Repeat every record word for word and omit the images.

Data extracts>

=====

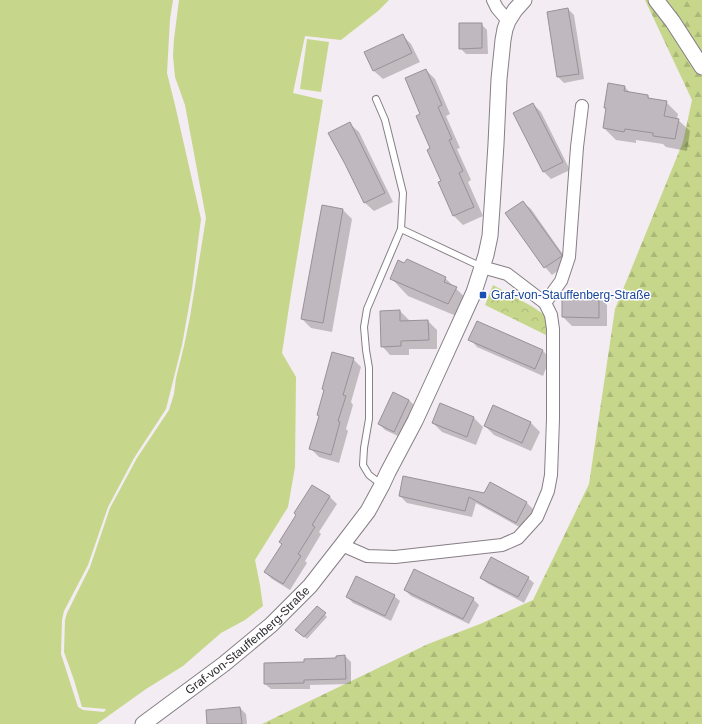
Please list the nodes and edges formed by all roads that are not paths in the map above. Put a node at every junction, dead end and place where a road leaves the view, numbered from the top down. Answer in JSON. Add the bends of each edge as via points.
{"nodes":[{"id":1,"x":493,"y":0,"type":"edge"},
{"id":2,"x":524,"y":0,"type":"edge"},
{"id":3,"x":656,"y":0,"type":"edge"},
{"id":4,"x":508,"y":21,"type":"junction"},
{"id":5,"x":702,"y":67,"type":"edge"},
{"id":6,"x":376,"y":99,"type":"dead end"},
{"id":7,"x":582,"y":106,"type":"dead end"},
{"id":8,"x":401,"y":229,"type":"junction"},
{"id":9,"x":482,"y":267,"type":"junction"},
{"id":10,"x":545,"y":304,"type":"junction"},
{"id":11,"x":382,"y":485,"type":"junction"},
{"id":12,"x":342,"y":546,"type":"junction"},
{"id":13,"x":143,"y":724,"type":"edge"}],
"edges":[{"from":1,"to":4,"type":"street"},
{"from":2,"to":4,"type":"street","name":"Graf-von-Stauffenberg-Straße"},
{"from":3,"to":5,"type":"street"},
{"from":4,"to":9,"type":"street","name":"Graf-von-Stauffenberg-Straße","via":[[503,40],[499,79],[490,236]]},
{"from":6,"to":8,"type":"lane","via":[[385,120],[403,193]]},
{"from":7,"to":10,"type":"street","via":[[569,257],[561,281]]},
{"from":8,"to":9,"type":"lane"},
{"from":8,"to":11,"type":"lane","via":[[367,309],[364,327],[369,368],[369,419],[363,465],[369,475]]},
{"from":9,"to":10,"type":"street","via":[[507,274]]},
{"from":9,"to":11,"type":"street","name":"Graf-von-Stauffenberg-Straße","via":[[474,292],[438,372]]},
{"from":10,"to":12,"type":"street","via":[[551,315],[553,329],[551,475],[548,491],[537,517],[523,534],[502,545],[395,557],[368,556]]},
{"from":11,"to":12,"type":"street","name":"Graf-von-Stauffenberg-Straße","via":[[368,511]]},
{"from":12,"to":13,"type":"street","name":"Graf-von-Stauffenberg-Straße","via":[[310,586],[271,625],[224,664]]}]}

=====

Answer space>
Please list the nodes and edges formed by all roads that are not paths in the map above. Put a node at every junction, dead end and place where a road leaves the view, numbered from the top down. Answer in JSON. Add the bends of each edge as via points.
{"nodes":[{"id":1,"x":493,"y":0,"type":"edge"},
{"id":2,"x":524,"y":0,"type":"edge"},
{"id":3,"x":656,"y":0,"type":"edge"},
{"id":4,"x":508,"y":21,"type":"junction"},
{"id":5,"x":702,"y":67,"type":"edge"},
{"id":6,"x":376,"y":99,"type":"dead end"},
{"id":7,"x":582,"y":106,"type":"dead end"},
{"id":8,"x":401,"y":229,"type":"junction"},
{"id":9,"x":482,"y":267,"type":"junction"},
{"id":10,"x":545,"y":304,"type":"junction"},
{"id":11,"x":382,"y":485,"type":"junction"},
{"id":12,"x":342,"y":546,"type":"junction"},
{"id":13,"x":143,"y":724,"type":"edge"}],
"edges":[{"from":1,"to":4,"type":"street"},
{"from":2,"to":4,"type":"street","name":"Graf-von-Stauffenberg-Straße"},
{"from":3,"to":5,"type":"street"},
{"from":4,"to":9,"type":"street","name":"Graf-von-Stauffenberg-Straße","via":[[503,40],[499,79],[490,236]]},
{"from":6,"to":8,"type":"lane","via":[[385,120],[403,193]]},
{"from":7,"to":10,"type":"street","via":[[569,257],[561,281]]},
{"from":8,"to":9,"type":"lane"},
{"from":8,"to":11,"type":"lane","via":[[367,309],[364,327],[369,368],[369,419],[363,465],[369,475]]},
{"from":9,"to":10,"type":"street","via":[[507,274]]},
{"from":9,"to":11,"type":"street","name":"Graf-von-Stauffenberg-Straße","via":[[474,292],[438,372]]},
{"from":10,"to":12,"type":"street","via":[[551,315],[553,329],[551,475],[548,491],[537,517],[523,534],[502,545],[395,557],[368,556]]},
{"from":11,"to":12,"type":"street","name":"Graf-von-Stauffenberg-Straße","via":[[368,511]]},
{"from":12,"to":13,"type":"street","name":"Graf-von-Stauffenberg-Straße","via":[[310,586],[271,625],[224,664]]}]}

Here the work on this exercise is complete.